◆ Problem statement
Nothing but the pictures should be dropped when the records are transcribed word for word.

◆ Excerpted records
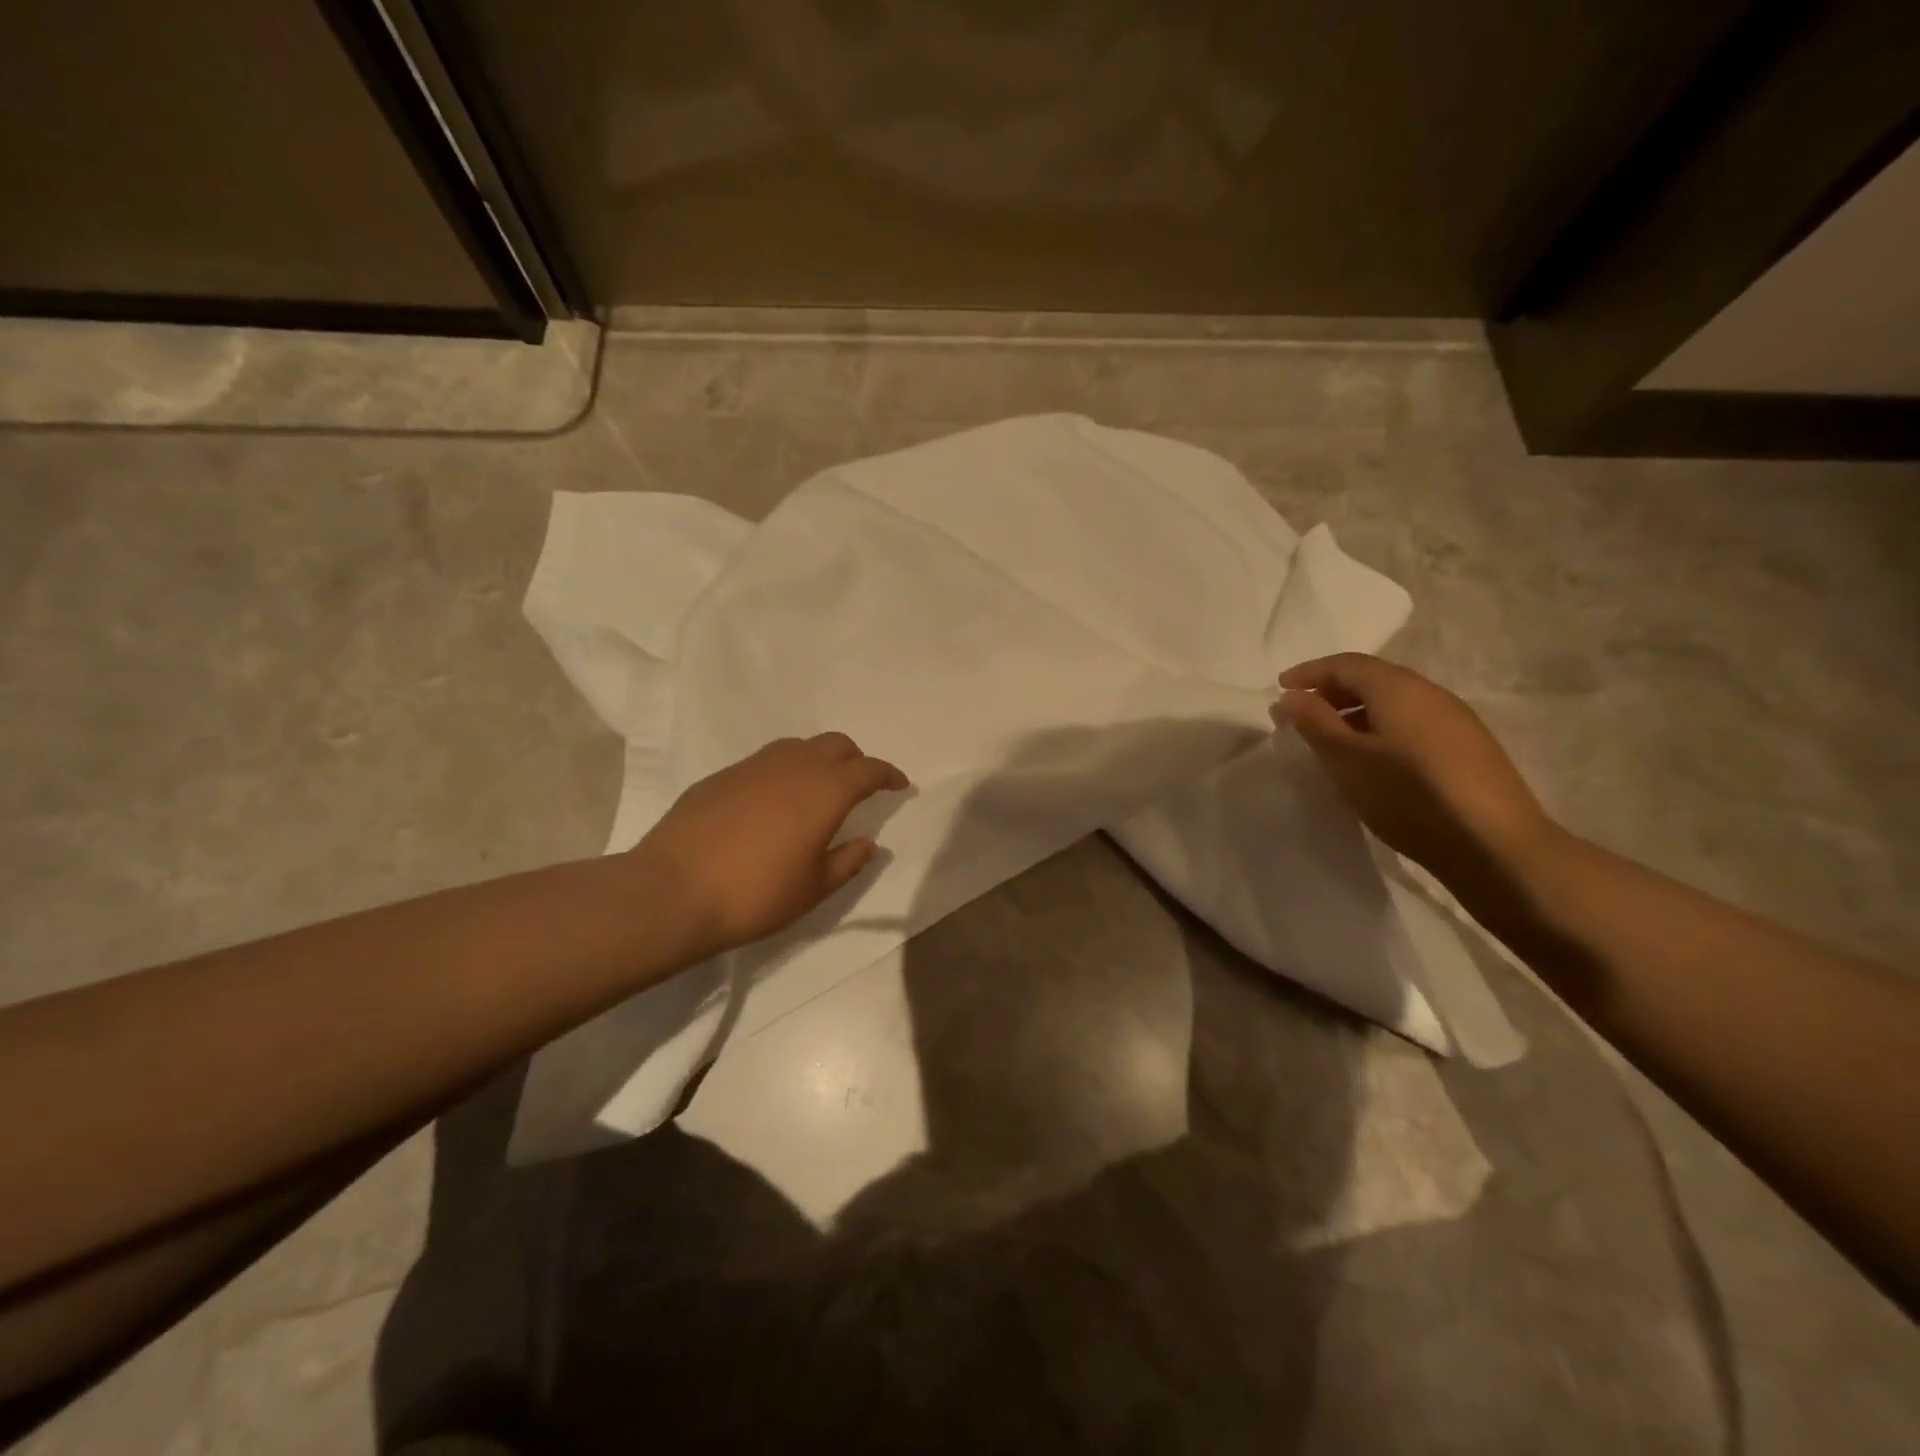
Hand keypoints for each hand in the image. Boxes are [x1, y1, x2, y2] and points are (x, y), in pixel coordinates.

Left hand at [631, 733, 909, 958]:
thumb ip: (847, 862)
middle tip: (859, 786)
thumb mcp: (813, 889)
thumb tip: (869, 843)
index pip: (868, 770)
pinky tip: (772, 803)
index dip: (888, 775)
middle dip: (855, 760)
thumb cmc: (755, 894)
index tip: (899, 785)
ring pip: (798, 747)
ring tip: (816, 790)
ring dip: (818, 760)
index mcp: (825, 791)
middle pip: (836, 745)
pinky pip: (765, 761)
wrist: (672, 890)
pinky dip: (783, 771)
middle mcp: (793, 766)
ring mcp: (753, 766)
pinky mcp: (722, 776)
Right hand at [1270, 654, 1556, 878]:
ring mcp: (1454, 720)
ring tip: (1331, 741)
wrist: (1494, 843)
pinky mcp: (1467, 748)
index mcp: (1398, 688)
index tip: (1280, 688)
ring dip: (1355, 712)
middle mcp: (1429, 693)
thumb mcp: (1346, 759)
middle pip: (1372, 678)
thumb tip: (1290, 695)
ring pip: (1393, 702)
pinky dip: (1380, 729)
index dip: (1309, 672)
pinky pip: (1412, 723)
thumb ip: (1314, 722)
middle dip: (1331, 691)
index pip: (1346, 664)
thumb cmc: (1408, 794)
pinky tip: (1372, 760)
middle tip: (1301, 715)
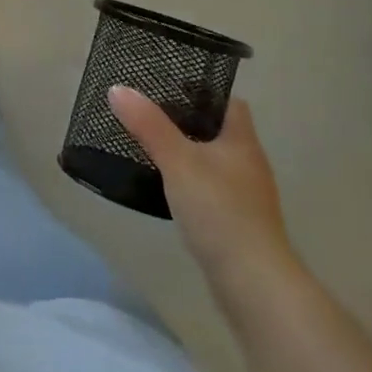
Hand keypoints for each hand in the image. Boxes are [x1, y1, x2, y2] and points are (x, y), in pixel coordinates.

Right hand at [108, 85, 297, 279]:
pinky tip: (169, 190)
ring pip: (214, 163)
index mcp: (242, 141)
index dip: (203, 91)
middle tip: (150, 115)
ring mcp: (247, 197)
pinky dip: (192, 185)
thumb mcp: (178, 161)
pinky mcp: (238, 225)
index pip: (229, 102)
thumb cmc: (220, 211)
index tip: (170, 87)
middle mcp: (249, 164)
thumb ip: (149, 126)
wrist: (254, 284)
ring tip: (153, 148)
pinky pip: (212, 191)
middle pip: (219, 132)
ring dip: (189, 155)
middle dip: (189, 122)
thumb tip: (118, 89)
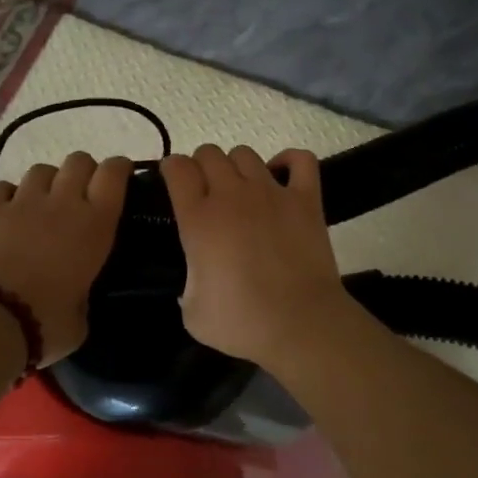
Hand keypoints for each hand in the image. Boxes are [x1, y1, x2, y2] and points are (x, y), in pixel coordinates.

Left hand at [0, 152, 134, 363]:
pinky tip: (7, 212)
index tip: (120, 175)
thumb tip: (75, 294)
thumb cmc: (46, 325)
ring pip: (41, 170)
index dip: (118, 168)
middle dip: (83, 172)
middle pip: (79, 161)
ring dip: (47, 183)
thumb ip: (84, 294)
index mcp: (95, 225)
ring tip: (41, 204)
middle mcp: (62, 203)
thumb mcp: (82, 317)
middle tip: (80, 195)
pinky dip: (8, 196)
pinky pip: (2, 187)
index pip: (113, 174)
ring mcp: (23, 202)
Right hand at [160, 145, 355, 368]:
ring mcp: (271, 192)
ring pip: (246, 154)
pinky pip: (300, 159)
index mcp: (199, 218)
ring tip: (241, 189)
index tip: (173, 183)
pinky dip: (289, 161)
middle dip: (202, 166)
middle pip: (210, 153)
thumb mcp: (192, 311)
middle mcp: (232, 195)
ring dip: (237, 166)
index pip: (178, 168)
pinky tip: (281, 177)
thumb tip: (196, 278)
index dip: (172, 169)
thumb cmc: (242, 322)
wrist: (300, 324)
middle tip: (206, 192)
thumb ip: (187, 284)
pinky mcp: (306, 198)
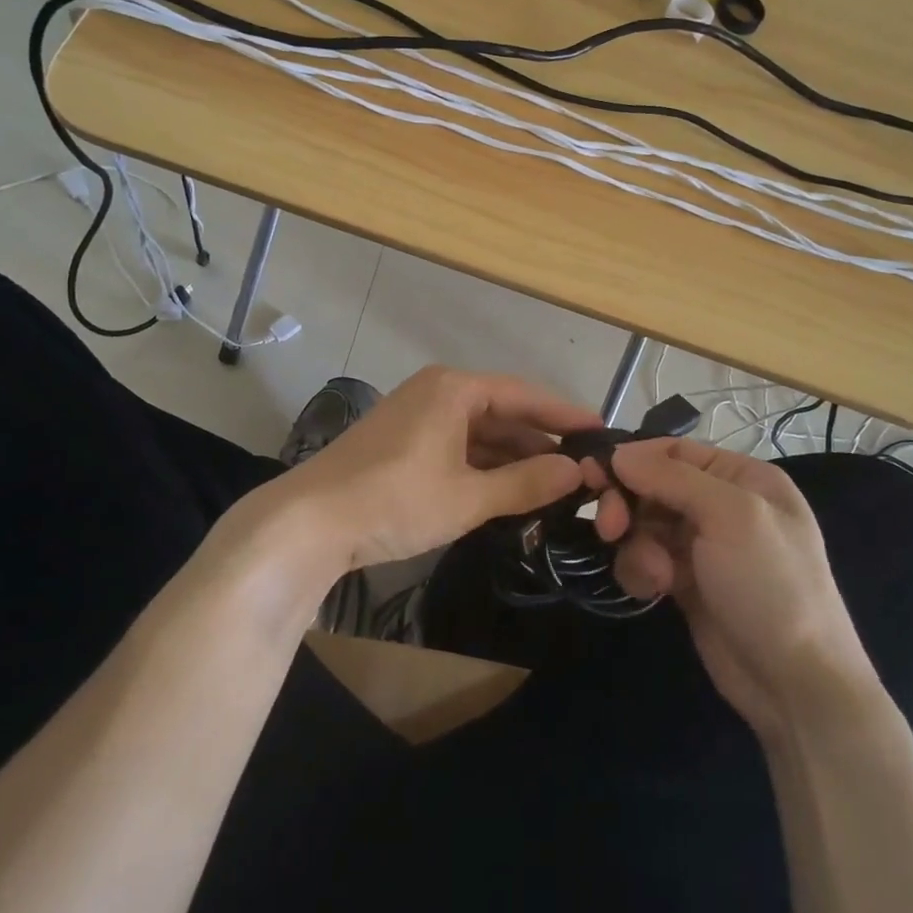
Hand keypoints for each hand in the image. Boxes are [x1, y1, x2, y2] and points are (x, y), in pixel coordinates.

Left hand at [266, 366, 599, 573]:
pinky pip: (458, 448)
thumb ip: (526, 483)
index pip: (524, 395)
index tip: (603, 433)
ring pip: (480, 434)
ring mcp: (417, 418)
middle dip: (541, 442)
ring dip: (514, 458)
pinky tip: (510, 491)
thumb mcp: (468, 497)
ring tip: (557, 485)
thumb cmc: (394, 500)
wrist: (309, 523)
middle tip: (585, 469)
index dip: (565, 415)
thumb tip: (577, 472)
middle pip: (503, 412)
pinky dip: (485, 468)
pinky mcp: (403, 444)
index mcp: (454, 389)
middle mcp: (437, 393)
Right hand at [590, 440, 876, 733]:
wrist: (793, 684)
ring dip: (637, 546)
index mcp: (743, 478)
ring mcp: (703, 546)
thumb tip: (618, 453)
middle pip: (652, 486)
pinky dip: (642, 571)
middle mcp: (722, 505)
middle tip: (609, 529)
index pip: (675, 450)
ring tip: (654, 575)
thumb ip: (672, 477)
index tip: (594, 474)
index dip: (634, 458)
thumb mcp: (731, 516)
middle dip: (628, 505)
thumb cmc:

◆ Expected answer
Hand keypoints for each hand in the image. Boxes are [x1, y1, x2, y2] and points are (x, y), in pixel coordinates.

Left hand at [631, 733, 909, 958]:
thumb ip: (847, 862)
middle tip: (859, 786)
thumb mcp: (813, 889)
thumb tip: (869, 843)
index pip: (868, 770)
pinky tip: (772, 803)
index dip: (888, 775)
middle dip: (855, 760)
thumb cmc: (755, 894)
index tip: (899, 785)
ring pip: (798, 747)
ring tip: (816, 790)
ring dip: (818, 760)
index mcp: (825, 791)
middle pip: (836, 745)
pinky pip: (765, 761)
wrist: (672, 890)
pinky dip: (783, 771)
middle mcp: (793, 766)
ring mcp: (753, 766)
pinky mcp: (722, 776)
Right hand at [1270, 654, 1556, 878]:
ring mcp: (1454, 720)
ring tip: (1331, 741)
wrist: (1494, 843)
pinky mcp: (1467, 748)
index mcp: (1398, 688)
index tip: (1280, 688)
ring dip: (1355, 712)
middle mcp: (1429, 693)
thumb mcp: (1346, 759)
middle pip: (1372, 678)
thumb tip: (1290, 695)
ring pip: (1393, 702)
pinky dip: (1380, 729)
index dip: (1309, 672)
pinky pip: (1412, 723)
thumb ip: (1314, 722)
middle dip: (1331, 691)
index pip: (1346, 664)
thumb cmc: (1408, 794)
pinky tip: (1372, 760)
middle tip: (1301, 715)
Hand keypoints for each hand in the image. Boxes are [x1, y1, x2, y2] and points are (x, y), in pixel coordinates.

Right hand at [108, 85, 297, 279]:
pinky tip: (169, 190)
ring pip: (214, 163)
index mcp: (242, 141)
index dip: (203, 91)
middle tip: (150, 115)
ring mcp: (247, 197)
pinky dip: (192, 185)
thumb mcp: (178, 161)
pinky mcp: (238, 225)
index pip: (229, 102)
thumb cmc: (220, 211)
index tip: (170, 87)
middle mcp: (249, 164)
thumb ip: (149, 126)
wrist: (254, 284)
ring tip: (153, 148)
pinky pip: (212, 191)
middle pip: (219, 132)
ring dip: (189, 155)
middle dip: (189, 122)
thumb tip: (118, 89)
Hand keypoints for each hand in the image. Boxes are [x1, y1, x2, y2] and points are (x, y), in pixel coordinates.

Left hand at [0, 152, 134, 363]:
pinky tip: (7, 212)
index tip: (120, 175)
thumb tip: (75, 294)
thumb cmc: (46, 325)
ring pip: (41, 170)
index dip: (118, 168)
middle dip: (83, 172)
middle pip: (79, 161)
ring dip: (47, 183)
thumb ip: (84, 294)
index mcp: (95, 225)
ring tip: (41, 204)
middle mcp: (62, 203)
thumb mcp: (82, 317)
middle tip: (80, 195)
pinky dip: (8, 196)
pinky pip: (2, 187)
index pip: (113, 174)
ring mcp: (23, 202)
Right hand at [160, 145, 355, 368]:
ring mcp: (271, 192)
ring pip: (246, 154)
pinky pip: (300, 159)
index mcp: (199, 218)
ring tip: (241, 189)
index tip: (173, 183)
pinky dip: (289, 161)
middle dip: (202, 166)
middle pip: (210, 153)
thumb mcp: (192, 311)
middle mcp: (232, 195)
ring dip: (237, 166)
index pip: (178, 168)
pinky tip: (281, 177)
thumb tip: (196, 278)
index dip: (172, 169)
thumb cmc: (242, 322)
wrist: (300, 324)
middle tip: (206, 192)
thumb ip: (187, 284)
pinky mcp: (306, 198)
Hand keypoints for each hand in the image. Boxes are [x1, y1, x2, y2] and points are (x, y), in pixel coordinates.

Left hand at [266, 366, 599, 573]:
pinky pip: (458, 448)
thumb ip: (526, 483)
index pip: (524, 395)
index tip: (603, 433)
ring pip: (480, 434)
ring mcp: (417, 418)
middle dip: (541, 442)
ring dip: (514, 458)
pinky tip: (510, 491)
thumb mcp: (468, 497)
ring tip: (557, 485)
thumb cmc: (394, 500)
wrist: (309, 523)
middle tip: (585, 469)
index dip: (565, 415)
thumb tip: (577, 472)
middle pip: (503, 412)
pinky dip: (485, 468)
pinky mcp: (403, 444)
index mcp: (454, 389)
middle mcp: (437, 393)
Right hand at [590, 440, 876, 733]:
wrist: (793, 684)
ring dip: (637, 546)
index mcp: (743, 478)
ring mcp: (703, 546)
thumb tip: (618, 453)
middle pip: (652, 486)
pinky dip: (642, 571)
middle mcp: (722, 505)
middle tip: (609, 529)
index pip: (675, 450)
ring tip: (654, 575)
thumb ip: (672, 477)
index tip: (594, 474)
index dip: (634, 458)
thumb mcp: (731, 516)
middle dip: (628, 505)
thumb cmc:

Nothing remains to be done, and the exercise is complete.